Все придерживались того же мнения, и никто не возразил ни слова.
— Господа, снег! Наш проводник оказался пророком, — воскликнул кто-то из нас.
И в самом деле, поскольку подъем продолжался уже около получаса, холод становился все сильнее и сильнее, и те осадки, которые над равниной пролились в виде дождя, на этой высоте превратились в кристаллы льда.
— А, черт возьми! Снег двадцать шестого августа! Будет, что рассказать нашим парижанам. Господа, я полагаю, что нам следует сойти с мулов и устроить сражение в снежки в память прошедшего здесь Наполеона…
Воспоминание, рожденное этими звучащими как заклинание словами, вызвало всеобщий хохот; что же касается опасности, о которой они также могли бы напомнить, то о ней уже полностью забыли.
— Простите, господа, но я уже объяснил вам, что Наполеон прошел другой дорогой, а что касается вашего намерения устроить сражение в снежки, то я не советовал бы вам делать это. Вы потеряете время, а его у вас осталось и так немного: подумайте, ведь через четверть часа станет так темно, что вы не сможете править мулами.

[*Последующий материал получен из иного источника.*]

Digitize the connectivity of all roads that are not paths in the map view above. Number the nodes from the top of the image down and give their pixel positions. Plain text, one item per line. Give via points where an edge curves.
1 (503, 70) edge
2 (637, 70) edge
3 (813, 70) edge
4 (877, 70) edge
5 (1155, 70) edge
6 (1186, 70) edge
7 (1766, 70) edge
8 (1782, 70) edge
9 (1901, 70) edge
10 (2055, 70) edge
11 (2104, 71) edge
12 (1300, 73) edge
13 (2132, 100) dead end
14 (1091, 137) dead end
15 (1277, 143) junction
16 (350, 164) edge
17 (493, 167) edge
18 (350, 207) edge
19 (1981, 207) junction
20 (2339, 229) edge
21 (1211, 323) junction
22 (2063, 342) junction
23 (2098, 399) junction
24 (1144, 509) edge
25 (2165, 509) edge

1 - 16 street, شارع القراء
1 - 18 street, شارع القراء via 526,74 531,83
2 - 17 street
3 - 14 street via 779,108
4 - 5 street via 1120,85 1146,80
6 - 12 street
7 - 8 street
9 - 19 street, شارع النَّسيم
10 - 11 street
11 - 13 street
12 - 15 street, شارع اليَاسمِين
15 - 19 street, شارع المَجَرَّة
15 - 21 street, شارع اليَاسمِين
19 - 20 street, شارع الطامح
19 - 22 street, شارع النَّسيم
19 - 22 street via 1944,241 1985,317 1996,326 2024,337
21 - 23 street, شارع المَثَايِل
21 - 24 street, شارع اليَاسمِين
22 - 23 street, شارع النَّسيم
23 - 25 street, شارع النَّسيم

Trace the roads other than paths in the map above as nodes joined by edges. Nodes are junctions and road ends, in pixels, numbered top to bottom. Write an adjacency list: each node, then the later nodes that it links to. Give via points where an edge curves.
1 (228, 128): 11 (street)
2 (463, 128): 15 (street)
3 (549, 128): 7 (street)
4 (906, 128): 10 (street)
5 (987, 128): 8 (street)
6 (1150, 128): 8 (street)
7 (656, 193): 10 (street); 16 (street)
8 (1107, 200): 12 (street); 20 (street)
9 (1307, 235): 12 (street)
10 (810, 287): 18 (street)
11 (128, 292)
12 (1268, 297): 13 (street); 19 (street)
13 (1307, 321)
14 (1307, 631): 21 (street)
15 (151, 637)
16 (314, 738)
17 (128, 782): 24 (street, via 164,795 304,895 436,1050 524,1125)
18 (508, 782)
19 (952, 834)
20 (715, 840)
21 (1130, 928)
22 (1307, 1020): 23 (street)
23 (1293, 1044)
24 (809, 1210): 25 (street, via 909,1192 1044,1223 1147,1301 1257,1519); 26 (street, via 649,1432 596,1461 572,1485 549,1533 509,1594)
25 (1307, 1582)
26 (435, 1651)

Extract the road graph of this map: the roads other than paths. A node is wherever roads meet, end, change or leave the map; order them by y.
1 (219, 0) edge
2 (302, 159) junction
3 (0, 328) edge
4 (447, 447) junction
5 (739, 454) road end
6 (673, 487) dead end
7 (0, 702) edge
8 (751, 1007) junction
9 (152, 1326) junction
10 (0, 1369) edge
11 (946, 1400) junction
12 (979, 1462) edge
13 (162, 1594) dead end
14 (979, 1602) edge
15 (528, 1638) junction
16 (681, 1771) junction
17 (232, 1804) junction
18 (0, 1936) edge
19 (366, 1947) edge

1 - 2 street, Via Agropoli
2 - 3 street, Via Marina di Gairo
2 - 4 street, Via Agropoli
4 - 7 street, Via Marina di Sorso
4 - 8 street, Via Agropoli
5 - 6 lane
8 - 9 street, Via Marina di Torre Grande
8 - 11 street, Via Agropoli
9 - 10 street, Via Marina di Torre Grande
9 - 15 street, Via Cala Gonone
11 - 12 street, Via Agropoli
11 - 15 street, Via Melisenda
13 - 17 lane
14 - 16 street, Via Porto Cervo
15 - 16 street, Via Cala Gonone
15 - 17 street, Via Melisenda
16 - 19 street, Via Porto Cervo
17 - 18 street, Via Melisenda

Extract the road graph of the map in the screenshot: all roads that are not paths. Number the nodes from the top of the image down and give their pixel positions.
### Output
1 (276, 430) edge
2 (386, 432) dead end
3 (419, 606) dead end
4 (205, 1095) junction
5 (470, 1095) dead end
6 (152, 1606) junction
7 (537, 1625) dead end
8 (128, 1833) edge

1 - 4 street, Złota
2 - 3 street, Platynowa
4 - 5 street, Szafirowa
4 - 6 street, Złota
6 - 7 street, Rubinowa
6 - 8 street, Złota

— Что ж, наши мулы будут править нами.
— И лучшее, что вы тогда сможете сделать, это полностью довериться им. Видите ли, Господь предопределил предназначение всего на свете: парижанина он создал для Парижа, а мула — для гор. Я всегда это говорю моим путешественникам. Предоставьте свободу вашим верховым животным, предоставьте им свободу. Пока мы находимся на равнине Пру, особой опасности еще нет, но едва мы перейдем мост Нюдри, как тропа станет такой узкой, что на ней впору выступать канатному плясуну, а выпавший снег сделает ее едва заметной, поэтому я советую вам положиться на ваших мулов и ни о чем не беспокоиться.
— Браво! Хорошо сказано, проводник. Однако пора уже выпить по глотку!
— Остановка!
Каждый из нас отпил из своей фляжки и передал ее своему проводнику. В горах принято пить из одного стакана и одной фляжки: кому придет в голову брезгать человеком, который, возможно, через шесть шагов станет твоим спасителем.
Ром согрел нас, мы вновь развеселились, и, хотя ночь становилась все темнее, а снег повалил еще гуще, наш караван с шумом, смехом и песнями вновь тронулся с места.
Признаться, странное впечатление производила на меня в этом пустынном краю, среди сгущающейся тьмы и сыпавшегося с неба колючего снега, наша маленькая вереница из шести мулов, шести всадников и шести проводников, с весельем углубляющаяся в эти мрачные горы, молчаливые и внушающие страх, где не было даже эха, чтобы возвратить нам наши песни и смех. Наверное, такое чувство возникло не у меня одного, ибо мало-помалу песни стихли, взрывы смеха стали раздаваться все реже, и на смену им порой звучали проклятья. Наконец, чье-то громко прозвучавшее замечание: «Черт возьми, друзья мои, а знаете ли, здесь не жарко!» — похоже, настолько точно выразило общее мнение, что ни у кого не хватило духу оспорить эти слова.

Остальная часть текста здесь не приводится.